8. The Sample Size for the Training Set

Not applicable. The CBS is a predetermined biofeedback system based on the CART protocol. It doesn't describe a machine-learning model that requires a "training set" in the conventional sense of AI/ML algorithm development. The "training" in this context refers to the clinical studies that established the efficacy of the CART protocol itself.

The referenced studies are:

  • Meuret AE, et al. Journal of Psychiatric Research 2008;42;560-8.
  • Meuret AE, et al. Journal of Psychiatric Research 2009;43;634-41.
  • Meuret AE. et al. Journal of Consulting and Clinical Psychology 2010:78:691-704.

To find the exact sample sizes, one would need to consult these publications. The 510(k) summary does not provide them.

9. How the Ground Truth for the Training Set Was Established

Since there is no "training set" in the AI/ML sense, this question refers to how the evidence for the efficacy of the underlying CART protocol was established.

  • The ground truth for the efficacy of the CART protocol was established through two randomized clinical trials (as stated in the "Clinical Data" section).
  • These trials involved detailed assessment of patient symptoms (panic attack frequency/severity, anxiety, avoidance behaviors), mood, quality of life, and physiological parameters (CO2 levels and respiratory rate) to demonstrate the therapeutic impact of the protocol.
  • The methodology of randomized clinical trials, which often includes objective and subjective outcome measures, standardized psychological assessments, and physiological data collection, is inherently the method of establishing ground truth for therapeutic interventions.

§ 882.5050 Biofeedback device.

(a)
Identification.

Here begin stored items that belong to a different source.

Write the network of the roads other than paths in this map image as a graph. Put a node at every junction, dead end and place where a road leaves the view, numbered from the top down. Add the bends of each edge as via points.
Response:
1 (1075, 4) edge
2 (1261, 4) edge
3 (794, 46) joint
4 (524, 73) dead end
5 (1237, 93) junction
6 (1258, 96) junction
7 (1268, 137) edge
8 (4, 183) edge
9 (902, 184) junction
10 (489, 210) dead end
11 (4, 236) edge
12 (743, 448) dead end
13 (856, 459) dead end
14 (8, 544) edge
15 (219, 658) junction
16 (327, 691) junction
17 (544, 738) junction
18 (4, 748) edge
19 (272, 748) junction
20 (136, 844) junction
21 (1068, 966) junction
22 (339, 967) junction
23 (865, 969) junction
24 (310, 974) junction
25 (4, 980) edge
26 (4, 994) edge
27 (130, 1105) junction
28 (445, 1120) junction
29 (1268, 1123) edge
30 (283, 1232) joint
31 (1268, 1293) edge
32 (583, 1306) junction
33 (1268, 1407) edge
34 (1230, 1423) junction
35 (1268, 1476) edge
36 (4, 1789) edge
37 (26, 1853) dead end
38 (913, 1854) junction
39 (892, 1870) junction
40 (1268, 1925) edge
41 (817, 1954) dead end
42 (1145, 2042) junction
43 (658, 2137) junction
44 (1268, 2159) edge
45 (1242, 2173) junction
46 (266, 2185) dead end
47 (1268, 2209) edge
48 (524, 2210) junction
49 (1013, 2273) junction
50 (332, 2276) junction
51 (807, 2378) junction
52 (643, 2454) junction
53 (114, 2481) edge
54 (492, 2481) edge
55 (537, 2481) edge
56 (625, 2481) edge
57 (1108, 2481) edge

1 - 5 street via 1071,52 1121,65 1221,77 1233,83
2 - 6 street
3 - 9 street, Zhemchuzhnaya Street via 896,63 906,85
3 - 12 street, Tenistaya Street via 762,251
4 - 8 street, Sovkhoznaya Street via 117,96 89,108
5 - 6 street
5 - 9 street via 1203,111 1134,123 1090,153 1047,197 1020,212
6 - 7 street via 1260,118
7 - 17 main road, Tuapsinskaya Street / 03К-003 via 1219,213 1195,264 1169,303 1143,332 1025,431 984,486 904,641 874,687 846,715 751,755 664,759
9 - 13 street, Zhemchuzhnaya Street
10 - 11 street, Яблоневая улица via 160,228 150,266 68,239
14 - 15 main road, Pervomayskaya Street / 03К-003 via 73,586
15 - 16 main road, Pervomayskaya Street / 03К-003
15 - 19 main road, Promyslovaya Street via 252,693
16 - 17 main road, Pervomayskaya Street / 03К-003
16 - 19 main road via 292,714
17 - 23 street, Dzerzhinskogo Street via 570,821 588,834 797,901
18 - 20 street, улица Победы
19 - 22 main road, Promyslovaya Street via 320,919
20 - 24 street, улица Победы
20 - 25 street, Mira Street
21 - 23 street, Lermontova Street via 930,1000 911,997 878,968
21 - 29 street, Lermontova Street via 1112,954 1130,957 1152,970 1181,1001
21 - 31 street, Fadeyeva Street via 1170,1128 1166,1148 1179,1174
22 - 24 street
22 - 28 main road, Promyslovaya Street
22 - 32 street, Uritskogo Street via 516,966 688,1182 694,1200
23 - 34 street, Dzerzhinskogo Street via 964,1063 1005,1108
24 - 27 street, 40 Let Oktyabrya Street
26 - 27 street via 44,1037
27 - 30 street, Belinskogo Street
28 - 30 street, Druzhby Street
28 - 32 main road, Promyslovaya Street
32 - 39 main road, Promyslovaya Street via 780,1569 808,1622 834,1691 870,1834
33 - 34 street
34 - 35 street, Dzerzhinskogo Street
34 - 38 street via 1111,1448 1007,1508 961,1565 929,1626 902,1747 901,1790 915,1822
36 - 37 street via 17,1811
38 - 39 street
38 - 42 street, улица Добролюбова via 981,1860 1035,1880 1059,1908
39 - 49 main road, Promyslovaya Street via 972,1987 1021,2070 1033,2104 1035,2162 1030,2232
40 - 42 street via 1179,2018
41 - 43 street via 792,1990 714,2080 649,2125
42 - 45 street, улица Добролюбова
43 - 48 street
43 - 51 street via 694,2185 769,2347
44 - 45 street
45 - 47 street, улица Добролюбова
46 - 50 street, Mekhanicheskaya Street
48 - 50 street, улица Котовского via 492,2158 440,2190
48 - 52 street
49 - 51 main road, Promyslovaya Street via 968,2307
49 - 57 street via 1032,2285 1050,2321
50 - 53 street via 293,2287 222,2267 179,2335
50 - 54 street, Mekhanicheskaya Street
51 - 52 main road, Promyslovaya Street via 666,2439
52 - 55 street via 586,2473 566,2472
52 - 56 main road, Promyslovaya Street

A biofeedback device is an instrument that provides a visual or auditory signal corresponding to the status of one or more of a patient's physiological parameters (e.g., brain alpha wave activity, muscle activity, skin temperature, etc.) so that the patient can control voluntarily these physiological parameters.(b)
Classification. Class II (special controls). The device is exempt from the premarket notification procedures in subpart E of part 807 of this chapter when it is a prescription battery powered device that is indicated for relaxation training and muscle reeducation and prescription use, subject to § 882.9.